When debpatch or debdelta-upgrade recreates a .deb, it will be identical to the desired one (so it may be possible to check it using the security features in APT [1]). See though Section 4.5.

4.2. exact recompression

Suppose a .deb has inside a huge file /usr/share/doc/foobar/document.info.gz and this starts with a RCS tag ... then each time it is released, the file will be different even though just few bytes were changed. Another examples are manpages that start with the header containing the version of the command. So , to get good compression of the difference, I had to be able to gunzip those files, diff them, and gzip back them exactly identical (but possibly for headers [2]) For this reason, I studied gzip formats, and I wrote in debdelta some python code that does the trick (90% of the times...). [3]

4.3. speed

4.3.1. some (old) numbers

Warning: this section is referred to experiments done in 2006, and the backend for delta encoding was 'xdelta'. On a desktop with CPU Athlon64 3000 and a average hard disk,

	$ debdelta mozilla-browser_1.7.8-1sarge3_i386.deb \
	mozilla-browser_1.7.8-1sarge6_i386.deb /tmp/m-b.debdelta
processes the 10Mb of mozilla-browser in ~11sec, that is a speed of ~900kB per second. Then debpatch applies the above delta in 16sec, at a speed of ~600kB per second. Numbers drop in a old PC, or in a notebook (like mine, that has a Athlon 1600MHz and slow disks), where data are chewed at ~200kB per second. Still, since I have a ADSL line that downloads at max 80kB per second, I have a benefit downloading deltas. In a theoretical example, indeed, to download a 80MB package, it would take 1000seconds; whereas to download a delta that is 20% of 80MB it takes 200seconds, and then 80MB / (200kB/sec) = 400seconds to apply it, for a total of 600seconds. So I may get a "virtual speed" of 80MB / 600sec = 130kB/sec . Note that delta downloading and delta patching is done in parallel: if 4 packages as above have to be downloaded, then the total time for downloading of full debs would be 4000seconds, while the time for parallel-download-patch-apply-patch may be as low as 1400seconds.

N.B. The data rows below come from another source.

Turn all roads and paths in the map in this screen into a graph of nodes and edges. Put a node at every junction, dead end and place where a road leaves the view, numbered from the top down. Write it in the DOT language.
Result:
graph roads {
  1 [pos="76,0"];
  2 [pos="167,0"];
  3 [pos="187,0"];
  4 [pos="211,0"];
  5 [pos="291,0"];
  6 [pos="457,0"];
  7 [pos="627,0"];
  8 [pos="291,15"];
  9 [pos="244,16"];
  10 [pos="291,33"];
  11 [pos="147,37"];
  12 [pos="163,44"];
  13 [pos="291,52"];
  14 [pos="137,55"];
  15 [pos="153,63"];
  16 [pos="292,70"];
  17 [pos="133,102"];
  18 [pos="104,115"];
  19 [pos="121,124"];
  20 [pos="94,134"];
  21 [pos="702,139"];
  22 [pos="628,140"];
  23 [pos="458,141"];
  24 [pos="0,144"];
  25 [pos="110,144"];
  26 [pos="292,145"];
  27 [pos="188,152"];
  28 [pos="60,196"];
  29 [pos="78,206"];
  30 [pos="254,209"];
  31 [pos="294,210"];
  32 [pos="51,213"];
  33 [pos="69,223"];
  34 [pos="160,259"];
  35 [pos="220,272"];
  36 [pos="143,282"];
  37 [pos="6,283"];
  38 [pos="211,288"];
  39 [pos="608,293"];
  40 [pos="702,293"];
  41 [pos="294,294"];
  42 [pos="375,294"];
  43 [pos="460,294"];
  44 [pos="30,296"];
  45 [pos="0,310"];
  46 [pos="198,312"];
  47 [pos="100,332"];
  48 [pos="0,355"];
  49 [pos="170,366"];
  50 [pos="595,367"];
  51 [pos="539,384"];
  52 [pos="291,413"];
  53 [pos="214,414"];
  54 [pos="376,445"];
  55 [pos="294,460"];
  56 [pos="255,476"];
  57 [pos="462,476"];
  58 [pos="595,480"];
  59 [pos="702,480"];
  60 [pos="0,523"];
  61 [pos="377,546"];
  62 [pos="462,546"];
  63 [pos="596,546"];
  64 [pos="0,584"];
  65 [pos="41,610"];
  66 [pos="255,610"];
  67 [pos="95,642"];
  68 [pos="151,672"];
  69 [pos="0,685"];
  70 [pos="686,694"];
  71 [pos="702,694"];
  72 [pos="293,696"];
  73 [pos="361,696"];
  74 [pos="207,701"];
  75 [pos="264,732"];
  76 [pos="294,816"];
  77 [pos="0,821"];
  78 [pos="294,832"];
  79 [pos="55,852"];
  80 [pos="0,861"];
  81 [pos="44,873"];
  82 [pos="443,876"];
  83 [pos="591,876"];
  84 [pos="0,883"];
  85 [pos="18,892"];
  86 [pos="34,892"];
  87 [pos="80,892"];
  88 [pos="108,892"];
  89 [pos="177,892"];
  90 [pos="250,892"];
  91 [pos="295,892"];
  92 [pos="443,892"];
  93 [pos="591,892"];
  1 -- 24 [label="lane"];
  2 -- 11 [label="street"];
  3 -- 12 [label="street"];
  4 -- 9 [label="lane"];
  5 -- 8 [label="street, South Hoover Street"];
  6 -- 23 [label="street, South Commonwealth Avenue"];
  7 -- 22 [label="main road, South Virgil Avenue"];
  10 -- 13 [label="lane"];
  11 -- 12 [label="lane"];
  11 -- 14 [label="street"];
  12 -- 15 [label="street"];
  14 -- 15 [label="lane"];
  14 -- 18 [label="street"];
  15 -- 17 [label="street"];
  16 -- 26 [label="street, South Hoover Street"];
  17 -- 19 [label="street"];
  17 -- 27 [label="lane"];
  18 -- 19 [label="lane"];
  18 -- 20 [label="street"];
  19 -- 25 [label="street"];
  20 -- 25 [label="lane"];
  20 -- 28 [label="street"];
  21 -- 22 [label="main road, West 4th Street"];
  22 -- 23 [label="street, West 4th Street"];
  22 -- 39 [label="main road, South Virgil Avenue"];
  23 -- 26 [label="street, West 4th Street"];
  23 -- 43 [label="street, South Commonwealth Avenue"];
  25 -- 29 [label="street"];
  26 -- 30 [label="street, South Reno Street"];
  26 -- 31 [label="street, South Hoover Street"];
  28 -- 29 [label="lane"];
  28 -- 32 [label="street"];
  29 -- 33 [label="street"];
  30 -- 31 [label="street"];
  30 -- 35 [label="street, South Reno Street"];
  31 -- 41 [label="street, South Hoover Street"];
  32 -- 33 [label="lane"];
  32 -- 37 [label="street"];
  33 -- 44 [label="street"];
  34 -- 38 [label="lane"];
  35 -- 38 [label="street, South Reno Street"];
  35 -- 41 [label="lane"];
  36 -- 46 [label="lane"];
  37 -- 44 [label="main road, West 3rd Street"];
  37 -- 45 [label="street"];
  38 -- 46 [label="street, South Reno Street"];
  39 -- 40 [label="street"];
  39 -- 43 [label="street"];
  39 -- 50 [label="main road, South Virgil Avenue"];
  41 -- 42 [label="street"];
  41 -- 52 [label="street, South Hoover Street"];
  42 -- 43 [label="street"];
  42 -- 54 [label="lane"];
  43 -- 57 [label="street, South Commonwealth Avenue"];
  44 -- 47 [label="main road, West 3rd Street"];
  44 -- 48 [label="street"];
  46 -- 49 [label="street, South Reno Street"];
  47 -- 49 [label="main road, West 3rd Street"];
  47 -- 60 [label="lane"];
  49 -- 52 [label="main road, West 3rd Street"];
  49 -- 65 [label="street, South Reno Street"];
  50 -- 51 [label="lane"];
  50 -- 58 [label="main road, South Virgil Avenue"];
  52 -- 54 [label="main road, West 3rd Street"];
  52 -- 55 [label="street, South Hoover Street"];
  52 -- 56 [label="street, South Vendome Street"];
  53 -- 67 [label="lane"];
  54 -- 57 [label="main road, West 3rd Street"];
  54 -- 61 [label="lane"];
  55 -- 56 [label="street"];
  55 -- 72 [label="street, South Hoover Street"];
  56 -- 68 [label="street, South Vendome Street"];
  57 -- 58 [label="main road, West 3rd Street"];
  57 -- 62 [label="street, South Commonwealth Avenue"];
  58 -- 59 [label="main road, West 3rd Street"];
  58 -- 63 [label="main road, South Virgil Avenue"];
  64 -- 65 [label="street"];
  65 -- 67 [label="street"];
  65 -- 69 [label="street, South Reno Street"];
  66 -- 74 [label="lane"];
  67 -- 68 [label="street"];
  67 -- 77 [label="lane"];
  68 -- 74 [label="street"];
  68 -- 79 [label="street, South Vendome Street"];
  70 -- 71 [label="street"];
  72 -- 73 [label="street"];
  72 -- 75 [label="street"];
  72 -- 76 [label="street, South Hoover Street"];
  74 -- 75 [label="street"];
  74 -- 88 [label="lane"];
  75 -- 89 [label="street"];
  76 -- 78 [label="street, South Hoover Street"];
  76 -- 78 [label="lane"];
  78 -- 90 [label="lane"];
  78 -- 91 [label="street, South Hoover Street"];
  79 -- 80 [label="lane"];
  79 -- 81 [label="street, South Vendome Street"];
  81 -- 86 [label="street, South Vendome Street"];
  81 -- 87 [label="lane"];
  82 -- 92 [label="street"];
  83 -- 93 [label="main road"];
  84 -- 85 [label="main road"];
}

This is a real example of running 'debdelta-upgrade' :

	Looking for a delta for libc6 from 2.3.6-9 to 2.3.6-11
	Looking for a delta for udev from 0.092-2 to 0.093-1
	Patching done, time: 22sec, speed: 204kB/sec, result: libc6_2.3.6-11_i386.deb
	Patching done, time: 4sec, speed: 57kB/sec, result: udev_0.093-1_i386.deb
	Delta-upgrade download time 28sec speed 21.6k/sec
	total time: 53sec; virtual speed: 93.9k/sec.
(Note that the "virtual speed" of 93.9k/sec , while less than the 130kB/sec of the theoretical example above, is still more than the 80kB that my ADSL line would allow). Of course the above is even better for people with fast disks and/or slow modems. Actually, an apt delta method may do a smart decision of how many deltas to download, and in which order, to optimize the result, (given the deltas size, the packages size, the downloading speed and the patching speed).

4.3.2. speeding up

The problem is that the process of applying a delta to create a new deb is currently slow, even on very fast machines. One way to overcome is to "parallelize as much as possible". The best strategy that I can imagine is to keep both the CPU, the hard disk, and the Internet connection, always maxed up. This is why 'debdelta-upgrade' has two threads, the "downloading thread" and the "patching thread". The downloading thread downloads deltas (ordered by increasing size), and as soon as they are downloaded, it queues them to be applied in the "patching thread"; whereas as soon as all available deltas are downloaded it starts downloading some debs, and goes on for as long as the deltas are being applied in the "patching thread". Summarizing, the downloading thread keeps Internet busy while the patching thread keeps the CPU and HDD busy.

Another speedup strategy is embedded inside the deltas themselves: since bsdiff is a memory hog, when the backend is bsdiff, I have to divide the data in chunks; this may lower the compression ratio, but the good point is that the HDD accesses and the calls to bsdiff can run "in parallel". With newer xdelta3, xdelta3 can read the original data from a pipe, so the data are not divided in chunks, but rather continously piped into xdelta3; so xdelta3 runs at the same time as when the data are read from HDD.

4.3.3. the 10kb trick

currently, roughly half of the generated deltas[4] are less than 10KB. debdelta-upgrade downloads deltas in two passes,

  1. in the first pass it tries to download the first 10KB of a delta; if it gets a complete delta, it immediatly pipes it in the "patching thread queue", otherwise if it gets only a partial download, it adds it to the download queue; if it gets HTTP404, it possibly checks for the "toobig" timestamp, and it possibly warns the user.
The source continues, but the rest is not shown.